__Prompt__. Please output the records below word for word and omit the pictures.

Collected data
########################################
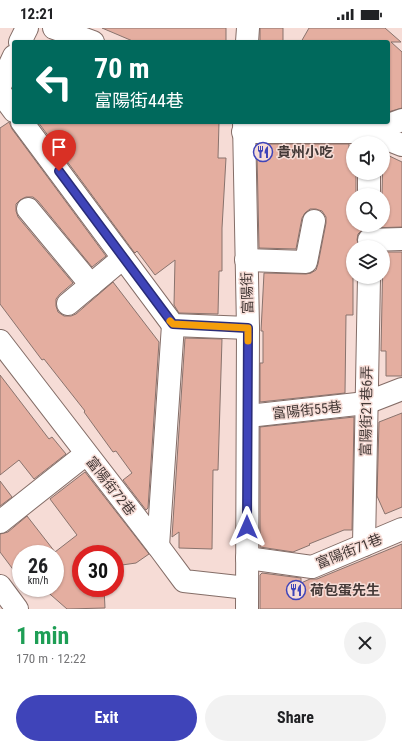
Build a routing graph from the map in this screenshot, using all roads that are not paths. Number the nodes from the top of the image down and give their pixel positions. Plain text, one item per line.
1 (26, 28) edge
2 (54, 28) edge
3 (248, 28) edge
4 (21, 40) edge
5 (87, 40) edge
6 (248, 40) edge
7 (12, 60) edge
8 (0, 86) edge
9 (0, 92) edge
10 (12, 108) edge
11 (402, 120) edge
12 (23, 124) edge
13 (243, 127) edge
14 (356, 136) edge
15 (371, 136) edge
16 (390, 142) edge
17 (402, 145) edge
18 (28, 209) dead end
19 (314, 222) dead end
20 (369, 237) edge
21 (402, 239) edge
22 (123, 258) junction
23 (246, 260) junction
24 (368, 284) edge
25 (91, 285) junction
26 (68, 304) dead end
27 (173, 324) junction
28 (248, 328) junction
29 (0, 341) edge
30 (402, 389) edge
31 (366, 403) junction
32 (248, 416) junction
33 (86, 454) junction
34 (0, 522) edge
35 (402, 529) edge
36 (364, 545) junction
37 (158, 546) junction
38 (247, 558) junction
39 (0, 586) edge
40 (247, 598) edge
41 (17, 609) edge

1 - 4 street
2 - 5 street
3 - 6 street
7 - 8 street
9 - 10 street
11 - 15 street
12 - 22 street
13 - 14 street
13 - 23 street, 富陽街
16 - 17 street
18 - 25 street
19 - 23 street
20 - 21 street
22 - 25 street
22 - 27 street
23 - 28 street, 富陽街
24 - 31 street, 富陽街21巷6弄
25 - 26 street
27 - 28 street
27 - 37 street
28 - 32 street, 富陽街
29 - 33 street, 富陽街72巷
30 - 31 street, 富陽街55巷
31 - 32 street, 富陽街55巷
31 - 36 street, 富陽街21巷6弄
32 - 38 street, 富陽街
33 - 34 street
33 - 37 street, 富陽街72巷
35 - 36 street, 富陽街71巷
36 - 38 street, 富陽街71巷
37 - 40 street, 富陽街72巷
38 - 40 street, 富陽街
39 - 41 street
########################################
__Solution for this exercise__.
Build a routing graph from the map in this screenshot, using all roads that are not paths. Number the nodes from the top of the image down and give their pixel positions. Plain text, one item per line.
1 (26, 28) edge
2 (54, 28) edge
3 (248, 28) edge
4 (21, 40) edge
5 (87, 40) edge
6 (248, 40) edge
7 (12, 60) edge
8 (0, 86) edge
9 (0, 92) edge
10 (12, 108) edge
11 (402, 120) edge
12 (23, 124) edge
13 (243, 127) edge
14 (356, 136) edge
15 (371, 136) edge
16 (390, 142) edge
17 (402, 145) edge
18 (28, 209) dead end
19 (314, 222) dead end
20 (369, 237) edge
21 (402, 239) edge
22 (123, 258) junction
23 (246, 260) junction
24 (368, 284) edge
25 (91, 285) junction
26 (68, 304) dead end
27 (173, 324) junction
28 (248, 328) junction
29 (0, 341) edge
30 (402, 389) edge
31 (366, 403) junction
32 (248, 416) junction
33 (86, 454) junction
34 (0, 522) edge
35 (402, 529) edge
36 (364, 545) junction
37 (158, 546) junction
38 (247, 558) junction
39 (0, 586) edge
40 (247, 598) edge
41 (17, 609) edge

1 - 4 street
2 - 5 street
3 - 6 street
7 - 8 street
9 - 10 street
11 - 15 street
12 - 22 street
13 - 14 street
13 - 23 street, 富陽街
16 - 17 street
18 - 25 street
19 - 23 street
20 - 21 street
22 - 25 street
22 - 27 street
23 - 28 street, 富陽街
24 - 31 street, 富陽街21巷6弄
25 - 26 street
27 - 28 street
27 - 37 street
28 - 32 street, 富陽街
29 - 33 street, 富陽街72巷
30 - 31 street, 富陽街55巷
31 - 32 street, 富陽街55巷
31 - 36 street, 富陽街21巷6弄
32 - 38 street, 富陽街
33 - 34 street
33 - 37 street, 富陽街72巷
35 - 36 street, 富陽街71巷
36 - 38 street, 富陽街71巷
37 - 40 street, 富陽街72巷
38 - 40 street, 富陽街
39 - 41 street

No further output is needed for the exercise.